Crisi nei macelli UK: “Nessuno vuole fare questo lavoro, poca carne per Natale”

Le riviste di settore e le associazioni lanciano l’allarme sulle possibili difficoltà nel far trovare agli inglesi carne a sufficienza per la tavole delle feste

Nessuno vuole uccidere migliaia di animali ogni giorno. Nessuno. Questa volta a dirlo non sono i temuti e temibili “vegani”, popolo di pericolosi distruttori di pazienza, bensì “Farmers Weekly“, settimanale nato nel 1934 e che da allora, ogni venerdì, chiacchiera direttamente con gli allevatori del Regno Unito.

A lanciare l’allarme  sull’ assenza di lavoratori nei macelli, sono proprio gli stessi produttori che analizzano una crisi di settore sempre più evidente. La carenza di personale è cresciuta rapidamente negli ultimi 12 mesi, con posti vacanti che nel 2017 si attestavano tra lo 0 e il 5%, mentre ora sfiorano una forbice che va dal 10-15%.

Secondo Nick Allen, direttore della British Meat Processors Association (BMPA), lo scenario che si prospetta è quello nel quale gli operatori saranno costretti a dover dare forfait. Sulle pagine del “The Guardian“, il giornalista Chas Newkey-Burden analizza i dati da un punto di vista che, per molti animalisti, risulta inconcepibile ossia quello dei lavoratori nei macelli: “Perché sta succedendo questo?”, si domanda.

Le spiegazioni sembrano due, una di natura puramente politico/economica legata alla svalutazione del Pound a causa della Brexit, l’altra di natura “umana”: nessuno vuole fare un lavoro che, è chiaro a tutti, porta con sé una serie di ripercussioni psicologiche e fisiche.

“Il lavoro nei macelli – spiega Newkey-Burden – è stato collegato ad una serie di disturbi, tra cui lo stress post-traumatico e lo stress traumatico indotto dalla perpetrazione, meno noto.
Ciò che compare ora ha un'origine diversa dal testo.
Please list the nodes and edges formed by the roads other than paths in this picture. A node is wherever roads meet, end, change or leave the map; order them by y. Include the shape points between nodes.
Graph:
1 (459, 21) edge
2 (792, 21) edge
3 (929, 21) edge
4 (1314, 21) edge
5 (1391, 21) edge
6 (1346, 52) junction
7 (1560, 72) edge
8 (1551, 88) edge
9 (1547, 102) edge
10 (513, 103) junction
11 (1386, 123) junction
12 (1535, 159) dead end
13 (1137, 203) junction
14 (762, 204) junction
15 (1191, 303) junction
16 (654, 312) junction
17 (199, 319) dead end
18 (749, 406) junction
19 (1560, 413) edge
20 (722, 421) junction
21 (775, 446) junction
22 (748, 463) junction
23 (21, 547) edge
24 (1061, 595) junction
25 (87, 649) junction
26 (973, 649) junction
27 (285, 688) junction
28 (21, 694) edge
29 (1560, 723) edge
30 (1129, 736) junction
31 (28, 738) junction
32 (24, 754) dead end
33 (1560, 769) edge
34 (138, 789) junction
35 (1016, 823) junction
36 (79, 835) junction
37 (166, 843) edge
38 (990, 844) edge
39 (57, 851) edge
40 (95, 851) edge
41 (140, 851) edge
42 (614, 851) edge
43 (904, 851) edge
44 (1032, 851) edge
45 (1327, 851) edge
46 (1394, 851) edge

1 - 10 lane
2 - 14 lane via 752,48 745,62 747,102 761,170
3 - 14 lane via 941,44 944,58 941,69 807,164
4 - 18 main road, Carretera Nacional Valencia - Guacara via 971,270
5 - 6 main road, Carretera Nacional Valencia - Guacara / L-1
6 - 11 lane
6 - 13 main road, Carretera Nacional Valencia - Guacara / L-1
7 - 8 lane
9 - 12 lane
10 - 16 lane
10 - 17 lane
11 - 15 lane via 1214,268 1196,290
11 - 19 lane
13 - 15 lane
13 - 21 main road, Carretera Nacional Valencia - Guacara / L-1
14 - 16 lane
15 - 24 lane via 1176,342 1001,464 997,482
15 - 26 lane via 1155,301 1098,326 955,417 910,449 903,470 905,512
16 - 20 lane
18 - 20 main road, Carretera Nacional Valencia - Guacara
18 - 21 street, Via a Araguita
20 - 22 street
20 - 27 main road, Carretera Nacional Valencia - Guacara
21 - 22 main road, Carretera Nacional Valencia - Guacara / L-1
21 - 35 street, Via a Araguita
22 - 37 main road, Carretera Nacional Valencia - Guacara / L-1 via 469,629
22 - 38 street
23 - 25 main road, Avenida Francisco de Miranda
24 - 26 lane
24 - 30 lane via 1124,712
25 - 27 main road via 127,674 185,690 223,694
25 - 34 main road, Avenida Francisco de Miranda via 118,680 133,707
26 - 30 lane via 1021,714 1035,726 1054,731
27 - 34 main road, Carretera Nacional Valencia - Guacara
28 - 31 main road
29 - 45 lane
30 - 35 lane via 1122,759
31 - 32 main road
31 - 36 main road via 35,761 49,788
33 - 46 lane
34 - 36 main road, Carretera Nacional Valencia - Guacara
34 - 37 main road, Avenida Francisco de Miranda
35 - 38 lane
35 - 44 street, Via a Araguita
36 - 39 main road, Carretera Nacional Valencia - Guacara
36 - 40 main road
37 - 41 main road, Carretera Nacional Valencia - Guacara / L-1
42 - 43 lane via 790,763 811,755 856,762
Collegato anche ad episodi di violenza domestica, così come l’abuso di alcol e droghe, il lavoro nei macelli porta con sé un terribile “tributo emotivo“”. Nessuno ha voglia di pagarlo. Nemmeno chi compra carne se ci si pensa bene, dato che quasi nessuno è disposto a vedere e sentire che cosa accade davvero nei macelli. C’è chi lo fa per noi o almeno è stato così fino ad ora.

Non si tratta della prima volta che l’analisi sul consumo della carne, sull’industria che vi gravita attorno e sui suoi impatti, vengono analizzati dal punto di vista di chi lavora fra le mura dei macelli, la tappa finale del processo, quella più volutamente nascosta.

Fu Virgil Butler , ex operaio di un mattatoio di polli in Arkansas, a raccontare per primo la sua esperienza attraverso un blog e ad aprire la strada al riconoscimento di un problema enorme di carattere sociale e umano. “Non puoi semplicemente spegnere tutte le emozioni e trasformarti in uno zombie robotico della morte” spiegava Butler, morto nel 2006.

L’analisi di Newkey-Burden su “The Guardian” è su questo molto precisa: “La maggior parte delle volte gli animali, la parte vulnerabile del mondo, vengono macellati per mano di uomini che rappresentano il punto più vulnerabile della società“. Anche Fast Food Nation, libro da cui nacque un film, raccontò come a lavorare nei macelli fossero (e sono) soprattutto immigrati, persone di ceto sociale molto basso: coloro che hanno poca o nessuna scelta.

Riusciranno gli inglesi ad avere comunque le loro pietanze in tavola? E’ probabile di sì, dato che spesso gli annunci di crisi da parte dei settori come quello della carne, sono più da leggere come mosse politiche volte a spingere i governi ad intervenire con sostegni economici di varia natura; certamente la riflessione su quante e quali siano le vittime di questo sistema di produzione, sostenuto dalle nostre abitudini alimentari, sta diventando sempre più pressante e ineludibile. E poi, se ci sarà meno carne nei negozi, che dire: molto meglio.